If the same C atom contains two substituents at once, the locant is also written twice.

According to these rules, the international nomenclature of alkanes is formed.

Newman projections

This American scientist proposed special projection formulas for graphical demonstration of conformations - Newman projections. They correspond to forms A and B and are presented in the figure below.

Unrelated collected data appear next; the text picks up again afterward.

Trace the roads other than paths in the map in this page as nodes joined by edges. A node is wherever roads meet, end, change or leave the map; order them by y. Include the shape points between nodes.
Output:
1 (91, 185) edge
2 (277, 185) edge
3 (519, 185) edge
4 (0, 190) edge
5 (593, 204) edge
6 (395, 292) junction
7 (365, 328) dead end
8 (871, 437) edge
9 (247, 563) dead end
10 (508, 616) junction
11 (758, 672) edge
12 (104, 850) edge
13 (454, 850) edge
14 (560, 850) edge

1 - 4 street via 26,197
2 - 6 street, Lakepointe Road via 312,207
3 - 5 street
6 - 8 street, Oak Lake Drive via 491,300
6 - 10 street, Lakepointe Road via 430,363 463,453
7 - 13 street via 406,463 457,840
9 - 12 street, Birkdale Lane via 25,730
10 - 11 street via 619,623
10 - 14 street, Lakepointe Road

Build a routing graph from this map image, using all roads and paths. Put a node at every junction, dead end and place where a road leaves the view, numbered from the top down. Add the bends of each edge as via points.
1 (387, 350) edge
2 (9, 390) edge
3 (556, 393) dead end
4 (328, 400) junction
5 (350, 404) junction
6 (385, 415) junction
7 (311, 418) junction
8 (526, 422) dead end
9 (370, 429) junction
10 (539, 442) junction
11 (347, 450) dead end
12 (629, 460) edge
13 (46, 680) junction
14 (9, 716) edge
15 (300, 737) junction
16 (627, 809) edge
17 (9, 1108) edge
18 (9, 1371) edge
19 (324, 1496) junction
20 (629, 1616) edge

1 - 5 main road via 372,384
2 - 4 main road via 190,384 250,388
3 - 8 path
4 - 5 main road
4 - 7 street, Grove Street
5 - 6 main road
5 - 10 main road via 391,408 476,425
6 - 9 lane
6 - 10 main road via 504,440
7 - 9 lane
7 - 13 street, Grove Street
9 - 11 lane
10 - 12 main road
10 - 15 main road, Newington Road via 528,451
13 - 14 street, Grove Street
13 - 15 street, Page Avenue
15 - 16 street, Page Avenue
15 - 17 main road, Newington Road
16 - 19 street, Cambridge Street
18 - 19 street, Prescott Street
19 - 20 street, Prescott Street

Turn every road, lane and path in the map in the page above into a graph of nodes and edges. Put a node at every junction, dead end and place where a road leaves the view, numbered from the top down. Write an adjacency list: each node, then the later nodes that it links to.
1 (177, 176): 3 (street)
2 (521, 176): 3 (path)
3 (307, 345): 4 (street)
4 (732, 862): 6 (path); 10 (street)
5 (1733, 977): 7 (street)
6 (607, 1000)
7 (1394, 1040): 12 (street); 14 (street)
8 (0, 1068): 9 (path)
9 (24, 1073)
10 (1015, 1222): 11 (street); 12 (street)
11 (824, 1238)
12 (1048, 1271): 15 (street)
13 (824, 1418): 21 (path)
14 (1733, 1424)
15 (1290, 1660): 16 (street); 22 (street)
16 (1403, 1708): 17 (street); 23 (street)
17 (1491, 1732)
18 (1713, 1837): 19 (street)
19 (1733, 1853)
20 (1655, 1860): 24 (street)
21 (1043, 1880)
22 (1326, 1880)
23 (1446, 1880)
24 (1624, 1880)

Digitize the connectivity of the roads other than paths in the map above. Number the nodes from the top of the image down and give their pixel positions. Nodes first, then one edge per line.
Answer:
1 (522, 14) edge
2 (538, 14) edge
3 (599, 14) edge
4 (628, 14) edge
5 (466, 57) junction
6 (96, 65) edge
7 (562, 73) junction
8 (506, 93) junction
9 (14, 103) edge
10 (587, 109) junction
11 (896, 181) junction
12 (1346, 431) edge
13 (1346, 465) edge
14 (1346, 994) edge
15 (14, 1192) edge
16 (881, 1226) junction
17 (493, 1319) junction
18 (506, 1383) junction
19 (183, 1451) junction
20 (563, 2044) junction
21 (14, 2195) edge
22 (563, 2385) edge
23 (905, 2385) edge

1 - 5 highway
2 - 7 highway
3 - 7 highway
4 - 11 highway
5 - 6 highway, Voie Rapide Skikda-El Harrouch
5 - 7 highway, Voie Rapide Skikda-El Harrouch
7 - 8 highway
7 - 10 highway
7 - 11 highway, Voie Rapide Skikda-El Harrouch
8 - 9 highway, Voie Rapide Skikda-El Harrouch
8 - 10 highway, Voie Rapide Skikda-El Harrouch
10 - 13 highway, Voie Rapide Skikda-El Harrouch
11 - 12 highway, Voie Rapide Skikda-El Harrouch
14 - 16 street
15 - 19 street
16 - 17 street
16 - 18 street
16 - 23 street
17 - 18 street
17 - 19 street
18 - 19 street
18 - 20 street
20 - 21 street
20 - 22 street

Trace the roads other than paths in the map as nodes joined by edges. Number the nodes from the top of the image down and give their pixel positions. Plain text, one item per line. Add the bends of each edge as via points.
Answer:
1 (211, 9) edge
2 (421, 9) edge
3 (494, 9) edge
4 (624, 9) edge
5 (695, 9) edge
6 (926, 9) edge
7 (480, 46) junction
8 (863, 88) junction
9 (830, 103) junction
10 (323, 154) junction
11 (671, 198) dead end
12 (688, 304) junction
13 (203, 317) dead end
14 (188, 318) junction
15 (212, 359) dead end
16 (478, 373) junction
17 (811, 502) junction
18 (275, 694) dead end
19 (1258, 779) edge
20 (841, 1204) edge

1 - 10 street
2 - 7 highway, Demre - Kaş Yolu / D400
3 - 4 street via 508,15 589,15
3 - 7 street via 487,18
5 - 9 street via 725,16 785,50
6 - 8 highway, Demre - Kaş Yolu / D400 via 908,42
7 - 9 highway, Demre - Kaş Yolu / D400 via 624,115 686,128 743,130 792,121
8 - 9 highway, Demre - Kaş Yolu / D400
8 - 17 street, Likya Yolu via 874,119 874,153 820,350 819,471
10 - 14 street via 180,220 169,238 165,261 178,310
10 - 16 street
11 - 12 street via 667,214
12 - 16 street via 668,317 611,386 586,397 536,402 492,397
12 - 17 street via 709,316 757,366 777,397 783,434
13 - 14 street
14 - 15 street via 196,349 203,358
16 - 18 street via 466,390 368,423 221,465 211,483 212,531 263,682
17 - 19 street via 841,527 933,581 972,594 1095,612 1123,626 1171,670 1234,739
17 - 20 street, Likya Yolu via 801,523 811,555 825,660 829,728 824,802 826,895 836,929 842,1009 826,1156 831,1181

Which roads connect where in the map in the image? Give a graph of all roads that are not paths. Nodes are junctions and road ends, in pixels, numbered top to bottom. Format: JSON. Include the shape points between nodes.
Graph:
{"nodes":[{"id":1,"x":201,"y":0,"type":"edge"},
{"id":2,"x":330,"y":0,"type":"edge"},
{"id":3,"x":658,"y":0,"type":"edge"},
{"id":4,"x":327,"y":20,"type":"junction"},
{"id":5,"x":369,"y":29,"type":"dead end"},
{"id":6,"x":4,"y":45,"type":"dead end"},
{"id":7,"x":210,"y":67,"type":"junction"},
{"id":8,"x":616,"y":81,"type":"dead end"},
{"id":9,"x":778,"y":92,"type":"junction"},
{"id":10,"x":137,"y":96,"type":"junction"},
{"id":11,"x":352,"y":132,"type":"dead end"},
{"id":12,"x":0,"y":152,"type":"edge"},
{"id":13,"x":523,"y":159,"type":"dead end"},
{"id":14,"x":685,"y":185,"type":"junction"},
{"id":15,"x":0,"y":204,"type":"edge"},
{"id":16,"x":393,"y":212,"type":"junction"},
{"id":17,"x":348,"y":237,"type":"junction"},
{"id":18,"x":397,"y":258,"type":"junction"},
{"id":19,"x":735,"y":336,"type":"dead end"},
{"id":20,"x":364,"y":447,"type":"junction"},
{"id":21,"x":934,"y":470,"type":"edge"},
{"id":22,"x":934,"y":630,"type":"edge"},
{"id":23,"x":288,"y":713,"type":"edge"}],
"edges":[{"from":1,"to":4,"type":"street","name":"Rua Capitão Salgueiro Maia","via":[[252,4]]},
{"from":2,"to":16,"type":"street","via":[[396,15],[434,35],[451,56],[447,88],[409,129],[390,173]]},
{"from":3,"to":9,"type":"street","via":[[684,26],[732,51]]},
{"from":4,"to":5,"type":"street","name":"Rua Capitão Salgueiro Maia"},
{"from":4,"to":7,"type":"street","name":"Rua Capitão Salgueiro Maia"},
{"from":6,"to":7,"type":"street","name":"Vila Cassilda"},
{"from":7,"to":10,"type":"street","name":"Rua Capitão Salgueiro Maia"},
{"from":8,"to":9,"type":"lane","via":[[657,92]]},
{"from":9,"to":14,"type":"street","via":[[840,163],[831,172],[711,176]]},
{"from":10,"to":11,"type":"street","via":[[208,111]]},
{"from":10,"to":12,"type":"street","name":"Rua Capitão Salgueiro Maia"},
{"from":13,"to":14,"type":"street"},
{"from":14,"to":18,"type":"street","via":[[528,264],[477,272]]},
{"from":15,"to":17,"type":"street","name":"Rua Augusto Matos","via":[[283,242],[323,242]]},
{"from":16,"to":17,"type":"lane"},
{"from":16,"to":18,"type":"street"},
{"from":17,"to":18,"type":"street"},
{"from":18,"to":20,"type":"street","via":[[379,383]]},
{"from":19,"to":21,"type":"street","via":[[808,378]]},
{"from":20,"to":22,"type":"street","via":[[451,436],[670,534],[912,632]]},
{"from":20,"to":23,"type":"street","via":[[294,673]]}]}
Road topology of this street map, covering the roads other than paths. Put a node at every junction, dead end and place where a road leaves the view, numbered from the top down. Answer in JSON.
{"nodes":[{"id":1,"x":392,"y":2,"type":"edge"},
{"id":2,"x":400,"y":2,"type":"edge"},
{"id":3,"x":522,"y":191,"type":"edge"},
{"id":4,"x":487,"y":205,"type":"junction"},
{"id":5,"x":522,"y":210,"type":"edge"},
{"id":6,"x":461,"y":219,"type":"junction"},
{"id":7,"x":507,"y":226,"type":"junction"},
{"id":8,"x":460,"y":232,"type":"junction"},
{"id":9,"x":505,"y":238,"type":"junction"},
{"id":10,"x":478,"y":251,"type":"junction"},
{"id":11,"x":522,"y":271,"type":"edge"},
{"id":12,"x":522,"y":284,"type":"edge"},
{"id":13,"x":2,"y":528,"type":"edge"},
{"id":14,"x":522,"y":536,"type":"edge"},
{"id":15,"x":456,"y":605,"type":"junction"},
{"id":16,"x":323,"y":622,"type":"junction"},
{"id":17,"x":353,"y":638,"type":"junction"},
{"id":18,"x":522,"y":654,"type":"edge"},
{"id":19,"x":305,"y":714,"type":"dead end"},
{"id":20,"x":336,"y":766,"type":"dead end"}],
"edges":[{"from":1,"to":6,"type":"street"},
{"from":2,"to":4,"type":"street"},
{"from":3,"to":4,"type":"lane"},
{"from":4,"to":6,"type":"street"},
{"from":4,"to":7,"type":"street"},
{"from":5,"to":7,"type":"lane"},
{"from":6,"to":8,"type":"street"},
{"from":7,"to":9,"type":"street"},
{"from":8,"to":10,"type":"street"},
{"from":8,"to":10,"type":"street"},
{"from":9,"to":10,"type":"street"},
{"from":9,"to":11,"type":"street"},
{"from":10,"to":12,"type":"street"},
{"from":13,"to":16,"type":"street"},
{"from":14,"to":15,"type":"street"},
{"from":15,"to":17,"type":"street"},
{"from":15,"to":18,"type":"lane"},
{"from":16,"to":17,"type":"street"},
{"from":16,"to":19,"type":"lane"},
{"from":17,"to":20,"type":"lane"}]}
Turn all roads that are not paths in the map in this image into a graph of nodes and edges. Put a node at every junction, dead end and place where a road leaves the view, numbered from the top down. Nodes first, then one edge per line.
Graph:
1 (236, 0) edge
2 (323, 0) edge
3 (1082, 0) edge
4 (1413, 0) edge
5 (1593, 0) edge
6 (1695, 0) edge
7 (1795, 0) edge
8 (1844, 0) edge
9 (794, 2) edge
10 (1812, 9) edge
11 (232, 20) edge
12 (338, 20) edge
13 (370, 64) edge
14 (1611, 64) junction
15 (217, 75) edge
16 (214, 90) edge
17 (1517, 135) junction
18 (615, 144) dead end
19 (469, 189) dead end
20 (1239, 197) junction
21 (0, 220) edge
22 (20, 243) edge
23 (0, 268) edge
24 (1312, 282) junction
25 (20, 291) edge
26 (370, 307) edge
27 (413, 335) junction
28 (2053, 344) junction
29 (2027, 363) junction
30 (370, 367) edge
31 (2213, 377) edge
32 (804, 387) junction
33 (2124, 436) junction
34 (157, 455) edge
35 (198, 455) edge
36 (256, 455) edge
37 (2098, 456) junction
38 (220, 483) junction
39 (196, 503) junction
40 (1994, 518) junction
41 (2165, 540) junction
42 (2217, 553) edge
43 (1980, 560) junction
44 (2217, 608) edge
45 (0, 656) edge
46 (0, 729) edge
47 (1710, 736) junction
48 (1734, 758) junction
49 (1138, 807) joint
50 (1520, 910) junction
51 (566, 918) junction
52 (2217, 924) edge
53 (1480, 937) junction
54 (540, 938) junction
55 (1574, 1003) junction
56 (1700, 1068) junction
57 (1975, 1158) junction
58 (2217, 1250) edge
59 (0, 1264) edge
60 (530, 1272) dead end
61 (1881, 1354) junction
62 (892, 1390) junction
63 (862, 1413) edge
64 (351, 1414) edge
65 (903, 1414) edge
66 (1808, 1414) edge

In the first case, this is an A-occluded conformation, and in the second, it is a B-inhibited conformation. In position A, the H atoms are located at a minimum distance from each other. This form corresponds to the highest energy value, due to the fact that the repulsion between them is greatest. This is an energetically unfavorable state, as a result of which the molecule tends to leave it and move to a more stable position B. Here the H atoms are as far apart as possible from each other. Thus, the energy difference between these positions is 12 kJ/mol, due to which the free rotation around the axis in the ethane molecule, which connects the methyl groups, is uneven. After entering an energetically favorable position, the molecule lingers there, in other words, “slows down.” That is why it is called inhibited. The result is that 10 thousand ethane molecules are in the inhibited form of conformation at room temperature. Only one has a different shape - obscured.

Obtaining saturated hydrocarbons

From the article it has already become known that these are alkanes (their structure and nomenclature were described in detail earlier). It would be useful to consider ways to obtain them. They are released from natural sources such as oil, natural, and coal. Synthetic methods are also used. For example, H₂ 2H₂:

1. Hydrogenation process CnH₂n (alkenes)→ CnH₂n+2 (alkanes)← CnH₂n-2 (alkynes).
2. From a mixture of C and H monoxide - synthesis gas: nCO+(2n+1)H₂→ CnH₂n+2+nH₂O.
3. From carboxylic acids (their salts): electrolysis at the anode, at the cathode:

• Kolbe electrolysis: 2RCOONa+2H₂O→R-R+2CO₂+H₂+2NaOH;
• Dumas reaction (alloy with alkali): CH₃COONa+NaOH (t)→CH₄+Na₂CO₃.

1. Oil cracking: CnH₂n+2 (450-700°)→ CmH₂m+2+ Cn-mH₂(n-m).
2. Gasification of fuel (solid): C+2H₂→CH₄.
3. Synthesis of complex alkanes (halogen derivatives) that have fewer C atoms: 2CH₃Cl (chloromethane) +2Na →CH₃- CH₃ (ethane) +2NaCl.
4. Decomposition of methanides (metal carbides) by water: Al₄C₃+12H₂O→4Al(OH₃)↓+3CH₄.

Physical properties of saturated hydrocarbons

For convenience, the data is grouped into a table.

Conclusion

The article examined such a concept as alkanes (structure, nomenclature, isomerism, homologous series, etc.). A little is said about the features of radial and substitutive nomenclatures. Methods for obtaining alkanes are described.

In addition, the article lists in detail the entire nomenclature of alkanes (the test can help you assimilate the information received).